Morbius I didn't use the cabers because I wasn't sure which they were the hard or the softer ones so I went with hyway.

Mgporting. Lol. I had them all and was looking then I wondered about the weight. I open and taper the piston windows anyway. Just somthing to play with. I don't like going over 200psi. Anymore and it seems to fight against itself
 
Morbius I didn't use the cabers because I wasn't sure which they were the hard or the softer ones so I went with hyway.
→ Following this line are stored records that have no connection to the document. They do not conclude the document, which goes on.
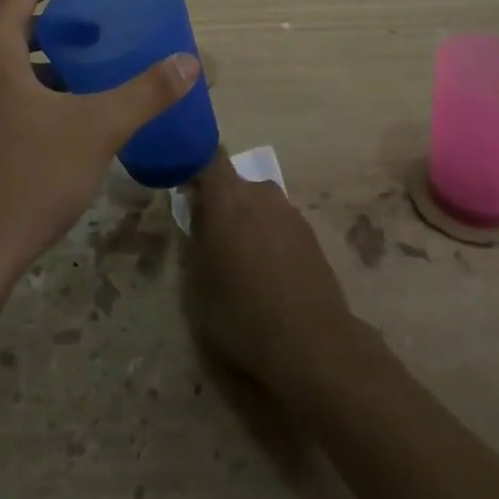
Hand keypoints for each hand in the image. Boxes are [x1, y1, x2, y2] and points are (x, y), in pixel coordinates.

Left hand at [0, 0, 200, 286]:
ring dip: (33, 64)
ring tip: (76, 80)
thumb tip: (190, 62)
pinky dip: (14, 91)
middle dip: (50, 27)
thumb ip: (145, 92)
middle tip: (89, 36)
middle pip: (6, 27)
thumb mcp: (96, 130)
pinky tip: (46, 124)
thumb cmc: (26, 179)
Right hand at [183, 151, 359, 392]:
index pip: (209, 156)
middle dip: (221, 203)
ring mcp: (291, 212)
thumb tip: (195, 216)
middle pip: (235, 185)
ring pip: (259, 206)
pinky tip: (268, 277)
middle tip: (210, 238)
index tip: (185, 187)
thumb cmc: (241, 310)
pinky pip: (279, 226)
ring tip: (241, 264)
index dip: (195, 166)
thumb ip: (192, 239)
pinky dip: (269, 240)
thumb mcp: (196, 281)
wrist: (312, 343)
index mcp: (228, 195)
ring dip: (247, 223)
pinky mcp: (311, 236)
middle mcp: (261, 192)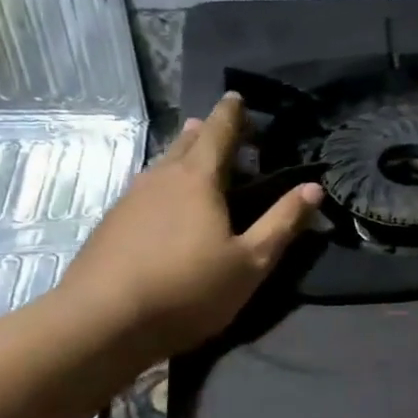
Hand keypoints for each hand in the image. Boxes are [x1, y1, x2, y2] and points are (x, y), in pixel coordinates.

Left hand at [58, 93, 321, 360]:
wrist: (104, 320)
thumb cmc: (189, 288)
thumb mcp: (250, 262)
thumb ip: (282, 223)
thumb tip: (313, 188)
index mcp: (198, 180)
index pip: (219, 133)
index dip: (232, 114)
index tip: (237, 96)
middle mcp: (161, 178)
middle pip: (186, 143)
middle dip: (205, 131)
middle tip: (219, 126)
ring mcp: (131, 199)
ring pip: (162, 165)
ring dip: (181, 155)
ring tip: (193, 155)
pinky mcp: (112, 223)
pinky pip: (146, 189)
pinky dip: (164, 183)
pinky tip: (164, 202)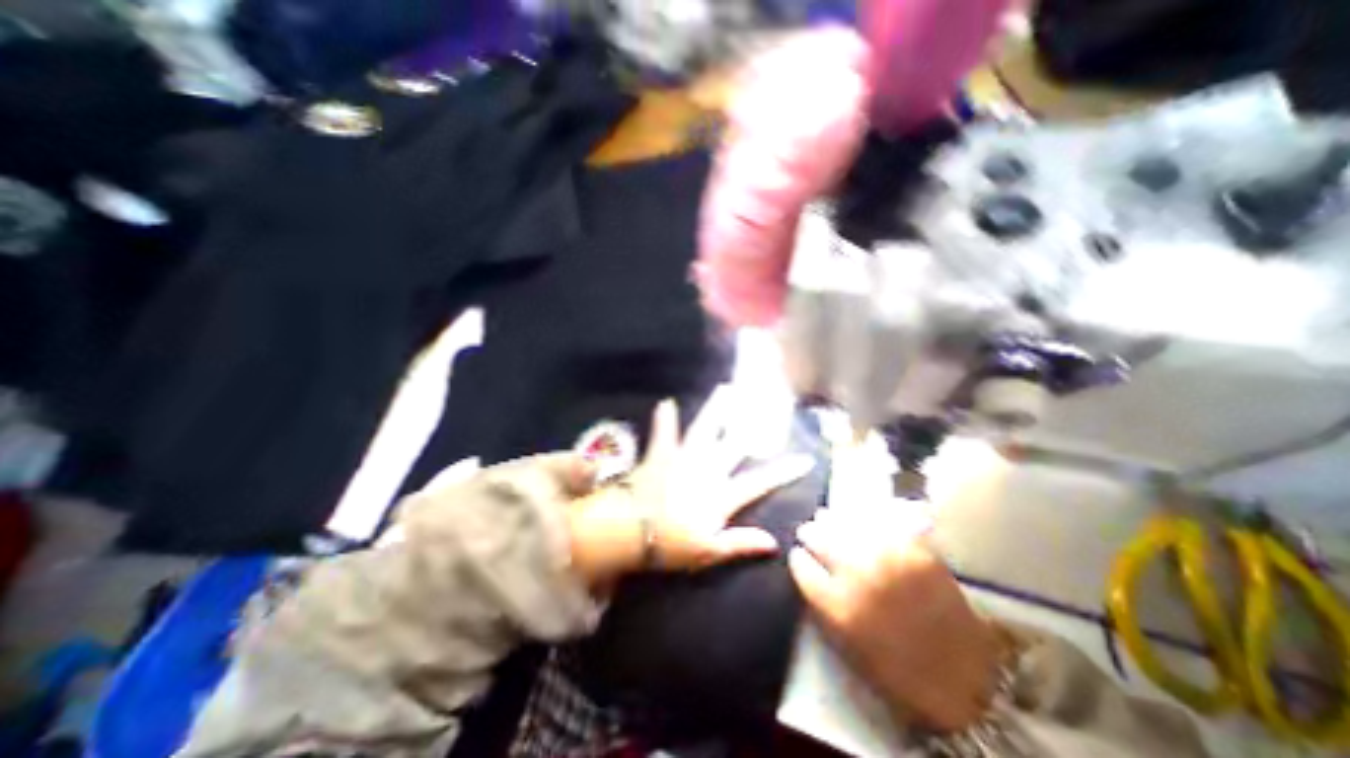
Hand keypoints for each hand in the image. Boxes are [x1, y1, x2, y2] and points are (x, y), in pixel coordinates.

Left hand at [561, 387, 804, 589]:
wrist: (632, 531)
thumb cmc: (672, 545)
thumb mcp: (710, 551)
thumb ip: (740, 543)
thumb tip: (774, 542)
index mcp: (722, 494)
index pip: (760, 481)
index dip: (784, 471)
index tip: (806, 459)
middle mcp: (707, 469)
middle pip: (733, 443)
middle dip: (749, 423)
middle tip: (761, 402)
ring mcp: (684, 458)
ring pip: (705, 429)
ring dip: (715, 410)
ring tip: (725, 389)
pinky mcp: (661, 454)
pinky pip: (664, 432)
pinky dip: (665, 418)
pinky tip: (666, 402)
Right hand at [787, 505, 995, 732]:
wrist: (966, 679)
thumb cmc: (898, 671)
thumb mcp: (846, 645)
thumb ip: (821, 603)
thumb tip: (805, 568)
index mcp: (839, 606)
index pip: (802, 566)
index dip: (797, 559)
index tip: (796, 555)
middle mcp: (859, 575)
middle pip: (820, 538)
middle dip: (809, 533)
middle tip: (807, 531)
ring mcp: (889, 558)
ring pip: (846, 523)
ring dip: (831, 519)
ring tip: (824, 516)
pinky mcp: (915, 549)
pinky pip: (880, 521)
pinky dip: (864, 516)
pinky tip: (857, 516)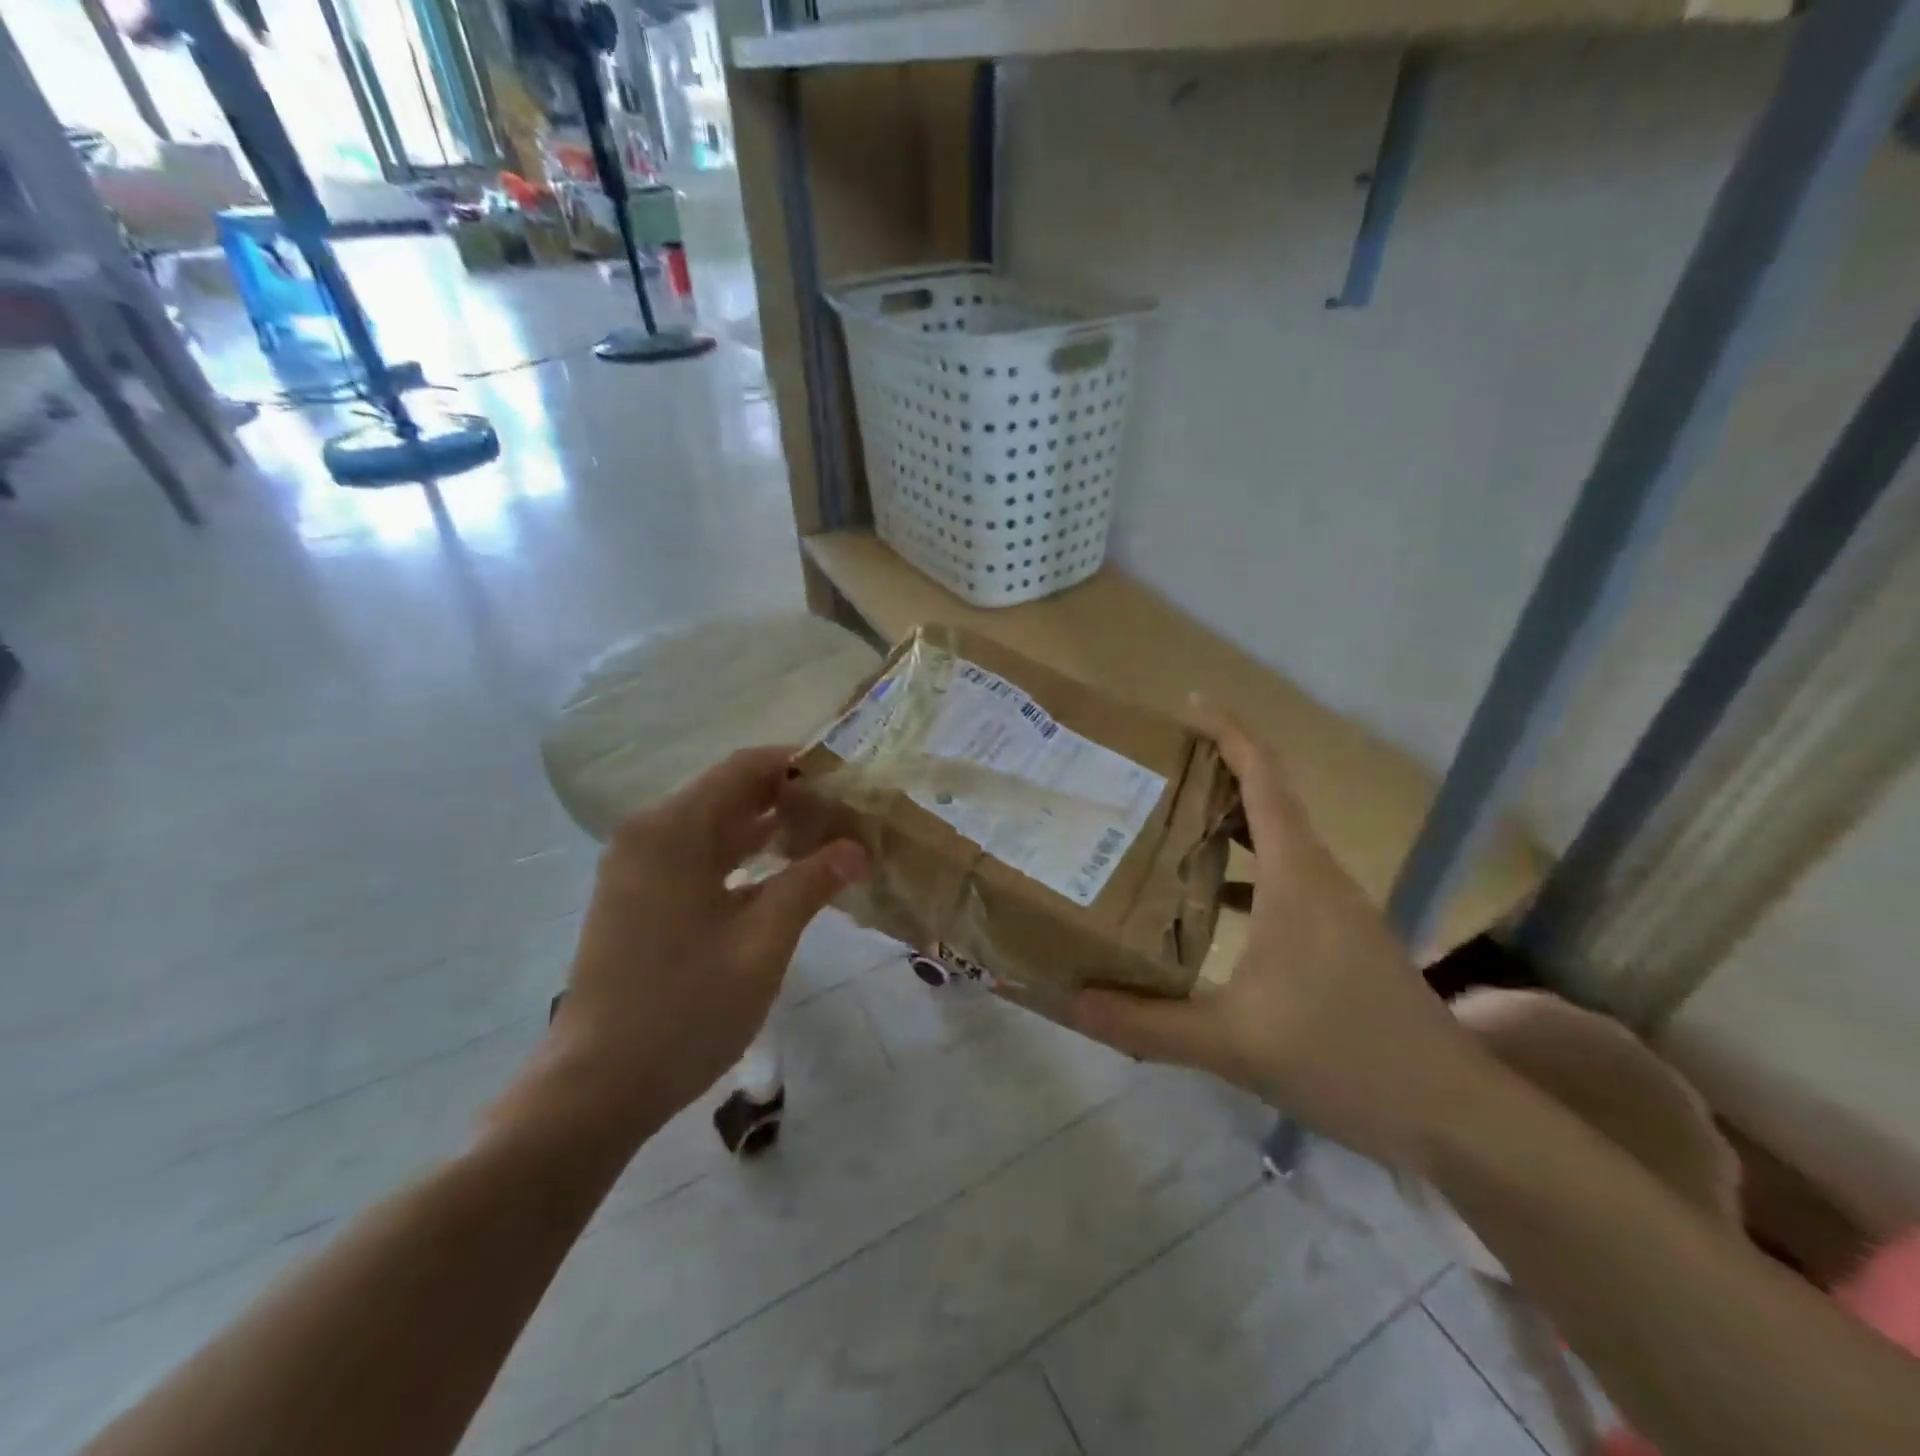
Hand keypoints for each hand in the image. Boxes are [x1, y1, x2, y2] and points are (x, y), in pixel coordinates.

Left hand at [511, 748, 867, 1146]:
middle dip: (789, 798)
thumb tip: (857, 848)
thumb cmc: (685, 1008)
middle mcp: (649, 834)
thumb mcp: (762, 943)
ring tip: (827, 837)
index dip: (798, 765)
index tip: (848, 777)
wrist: (596, 1087)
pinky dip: (741, 857)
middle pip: (728, 792)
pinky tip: (782, 872)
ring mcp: (637, 866)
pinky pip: (698, 856)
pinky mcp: (637, 897)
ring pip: (714, 826)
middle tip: (848, 813)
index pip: (744, 767)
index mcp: (672, 830)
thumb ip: (810, 884)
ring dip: (767, 828)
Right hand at [1061, 701, 1485, 1167]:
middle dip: (1214, 774)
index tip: (1188, 705)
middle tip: (1150, 772)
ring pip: (1276, 842)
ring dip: (1227, 824)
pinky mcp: (1340, 938)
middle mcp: (1318, 877)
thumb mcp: (1233, 1044)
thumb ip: (1145, 1024)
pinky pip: (1284, 879)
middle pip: (1266, 800)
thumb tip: (1069, 1002)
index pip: (1263, 778)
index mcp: (1296, 877)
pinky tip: (1207, 904)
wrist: (1452, 1115)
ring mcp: (1335, 908)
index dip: (1229, 732)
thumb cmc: (1345, 1058)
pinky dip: (1244, 871)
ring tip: (1165, 825)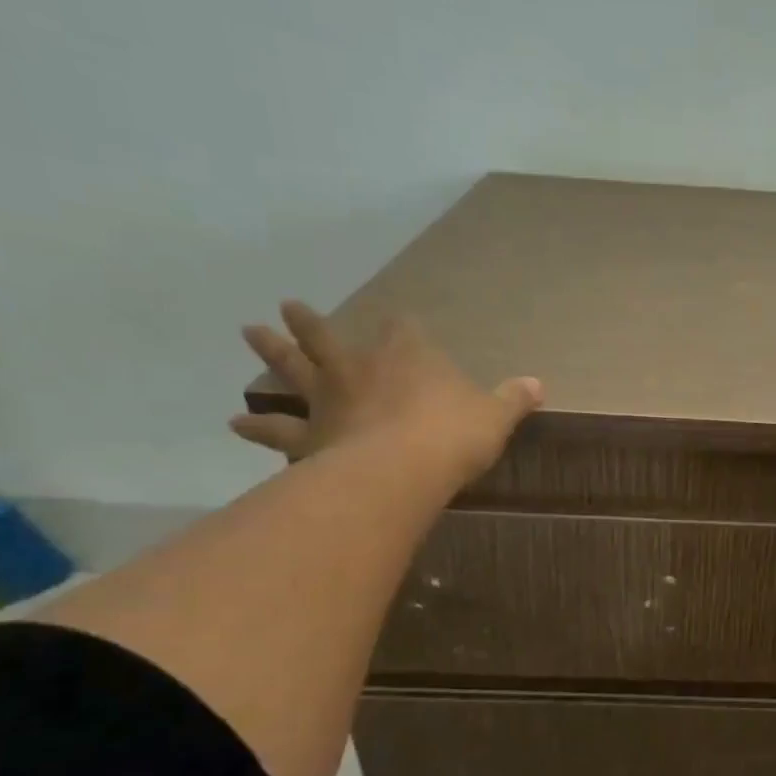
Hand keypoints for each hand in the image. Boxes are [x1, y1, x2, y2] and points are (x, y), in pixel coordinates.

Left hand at [230, 301, 542, 485]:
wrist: (404, 469)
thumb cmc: (453, 435)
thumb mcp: (495, 416)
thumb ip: (513, 398)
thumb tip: (539, 384)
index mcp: (408, 356)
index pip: (402, 329)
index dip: (401, 327)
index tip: (399, 323)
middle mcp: (361, 368)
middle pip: (328, 338)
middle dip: (311, 323)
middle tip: (288, 306)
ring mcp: (330, 400)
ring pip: (294, 369)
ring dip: (272, 351)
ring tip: (249, 331)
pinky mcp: (310, 435)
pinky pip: (279, 429)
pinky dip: (258, 426)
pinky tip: (236, 422)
Mgporting. Lol. I had them all and was looking then I wondered about the weight. I open and taper the piston windows anyway. Just somthing to play with. I don't like going over 200psi. Anymore and it seems to fight against itself
Yea 200psi is a lot like you yield feel better at 180s or 190s that's a safer zone.
 
That's what I've discovered from reading. Is there a specific ring that everyone is using, or just the ones that come with the kit?
kit rings are great with the farmertec jug. should you change your jug thats when its safe to consider alternatives.
 
i just noticed something... to the guys still at the parts in a box stage. i need some info.

background
i have a 440 case that i am just getting around to cracking to remove a bad crank. i noticed that the exit holes for the case locator pins are missing. meaning i can not find a way to beat them out to crack it.

issue
a wave of fright swept over me when i saw this because i could not remember removing them from my last 660 build. that would have meant that on the 660 case the holes do not go all the way through like they should either. so huztl made it so the cases are harder to reuse if thats true.

would someone look and see if the two holes are fully open?